[Opening SOURCE MATERIAL section]
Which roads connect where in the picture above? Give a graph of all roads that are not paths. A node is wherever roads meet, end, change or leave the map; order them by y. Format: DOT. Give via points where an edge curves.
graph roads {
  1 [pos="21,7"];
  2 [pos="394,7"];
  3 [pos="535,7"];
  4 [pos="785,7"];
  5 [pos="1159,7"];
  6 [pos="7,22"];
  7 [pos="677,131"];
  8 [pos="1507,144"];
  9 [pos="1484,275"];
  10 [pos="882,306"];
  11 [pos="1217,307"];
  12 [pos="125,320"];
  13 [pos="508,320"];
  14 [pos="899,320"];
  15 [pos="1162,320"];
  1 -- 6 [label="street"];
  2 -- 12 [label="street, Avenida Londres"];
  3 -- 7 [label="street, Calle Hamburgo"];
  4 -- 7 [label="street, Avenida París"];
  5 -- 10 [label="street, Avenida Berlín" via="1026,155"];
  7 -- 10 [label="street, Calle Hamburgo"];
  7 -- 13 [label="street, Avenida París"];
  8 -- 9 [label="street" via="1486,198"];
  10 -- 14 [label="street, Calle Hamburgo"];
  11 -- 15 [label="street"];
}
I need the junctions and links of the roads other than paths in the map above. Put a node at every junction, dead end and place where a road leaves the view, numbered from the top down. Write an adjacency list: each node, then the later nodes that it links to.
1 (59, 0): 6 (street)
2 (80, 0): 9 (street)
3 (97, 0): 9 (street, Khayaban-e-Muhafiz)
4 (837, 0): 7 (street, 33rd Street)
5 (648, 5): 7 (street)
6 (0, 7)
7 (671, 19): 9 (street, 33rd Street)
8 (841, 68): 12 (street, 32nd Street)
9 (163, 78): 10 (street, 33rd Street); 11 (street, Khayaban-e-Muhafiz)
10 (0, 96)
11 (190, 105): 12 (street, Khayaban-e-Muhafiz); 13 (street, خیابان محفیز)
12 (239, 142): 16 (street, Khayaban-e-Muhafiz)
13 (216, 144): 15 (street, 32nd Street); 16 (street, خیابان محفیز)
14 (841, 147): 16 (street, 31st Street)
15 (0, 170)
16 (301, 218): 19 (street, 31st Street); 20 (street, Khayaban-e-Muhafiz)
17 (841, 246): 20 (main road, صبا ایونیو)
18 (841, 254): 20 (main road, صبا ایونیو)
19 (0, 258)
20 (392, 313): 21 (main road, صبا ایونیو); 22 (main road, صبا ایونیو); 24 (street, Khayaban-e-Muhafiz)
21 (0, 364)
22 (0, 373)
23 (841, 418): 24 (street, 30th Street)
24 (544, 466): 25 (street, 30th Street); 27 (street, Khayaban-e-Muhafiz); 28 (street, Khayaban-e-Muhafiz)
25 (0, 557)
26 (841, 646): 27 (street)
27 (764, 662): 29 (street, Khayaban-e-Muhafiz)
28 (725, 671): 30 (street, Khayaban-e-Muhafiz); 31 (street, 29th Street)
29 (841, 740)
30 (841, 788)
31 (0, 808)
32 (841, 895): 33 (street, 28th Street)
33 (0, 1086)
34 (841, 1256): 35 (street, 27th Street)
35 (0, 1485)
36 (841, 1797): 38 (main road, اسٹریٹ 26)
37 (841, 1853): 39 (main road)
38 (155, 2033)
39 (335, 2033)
[Closing SOURCE MATERIAL section]
## [TASK INSTRUCTIONS]
A verbatim copy of all the records is required. Write it out in full.

## [TASK ANSWER]
Which roads connect where in the picture above? Give a graph of all roads that are not paths. A node is wherever roads meet, end, change or leave the map; order them by y. Format: DOT. Give via points where an edge curves.
graph roads {
  1 [pos="21,7"];
  2 [pos="394,7"];
  3 [pos="535,7"];
  4 [pos="785,7"];
  5 [pos="1159,7"];
  6 [pos="7,22"];
  7 [pos="677,131"];
  8 [pos="1507,144"];
  9 [pos="1484,275"];
  10 [pos="882,306"];
  11 [pos="1217,307"];
  12 [pos="125,320"];
  13 [pos="508,320"];
  14 [pos="899,320"];
  15 [pos="1162,320"];
  1 -- 6 [label="street"];
  2 -- 12 [label="street, Avenida Londres"];
  3 -- 7 [label="street, Calle Hamburgo"];
  4 -- 7 [label="street, Avenida París"];
  5 -- 10 [label="street, Avenida Berlín" via="1026,155"];
  7 -- 10 [label="street, Calle Hamburgo"];
  7 -- 13 [label="street, Avenida París"];
  8 -- 9 [label="street" via="1486,198"];
  10 -- 14 [label="street, Calle Hamburgo"];
  11 -- 15 [label="street"];
}
I need the junctions and links of the roads other than paths in the map above. Put a node at every junction, dead end and place where a road leaves the view, numbered from the top down. Write an adjacency list: each node, then the later nodes that it links to.
1 (59, 0): 6 (street)
2 (80, 0): 9 (street)
3 (97, 0): 9 (street, Khayaban-e-Muhafiz)
4 (837, 0): 7 (street, 33rd Street)
5 (648, 5): 7 (street)
6 (0, 7)
7 (671, 19): 9 (street, 33rd Street)
8 (841, 68): 12 (street, 32nd Street)
9 (163, 78): 10 (street, 33rd Street); 11 (street, Khayaban-e-Muhafiz)
10 (0, 96)
11 (190, 105): 12 (street, Khayaban-e-Muhafiz); 13 (street, خیابان محفیز)
12 (239, 142): 16 (street, Khayaban-e-Muhafiz)
13 (216, 144): 15 (street, 32nd Street); 16 (street, خیابان محفیز)
14 (841, 147): 16 (street, 31st Street)
15 (0, 170)
16 (301, 218): 19 (street, 31st Street); 20 (street, Khayaban-e-Muhafiz)
17 (841, 246): 20 (main road, صبا ایونیو)
18 (841, 254): 20 (main road, صبا ایونیو)
19 (0, 258)
20 (392, 313): 21 (main road, صبا ایونیو); 22 (main road, صبا ایونیو); 24 (street, Khayaban-e-Muhafiz)
21 (0, 364)
22 (0, 373)
23 (841, 418): 24 (street, 30th Street)
24 (544, 466): 25 (street, 30th Street); 27 (street, Khayaban-e-Muhafiz); 28 (street, Khayaban-e-Muhafiz)
25 (0, 557)
26 (841, 646): 27 (street)
27 (764, 662): 29 (street, Khayaban-e-Muhafiz)
28 (725, 671): 30 (street, Khayaban-e-Muhafiz); 31 (street, 29th Street)
29 (841, 740)
30 (841, 788)
31 (0, 808)
32 (841, 895): 33 (street, 28th Street)
33 (0, 1086)
34 (841, 1256): 35 (street, 27th Street)
35 (0, 1485)
36 (841, 1797): 38 (main road, اسٹریٹ 26)
37 (841, 1853): 39 (main road)
38 (155, 2033)
39 (335, 2033)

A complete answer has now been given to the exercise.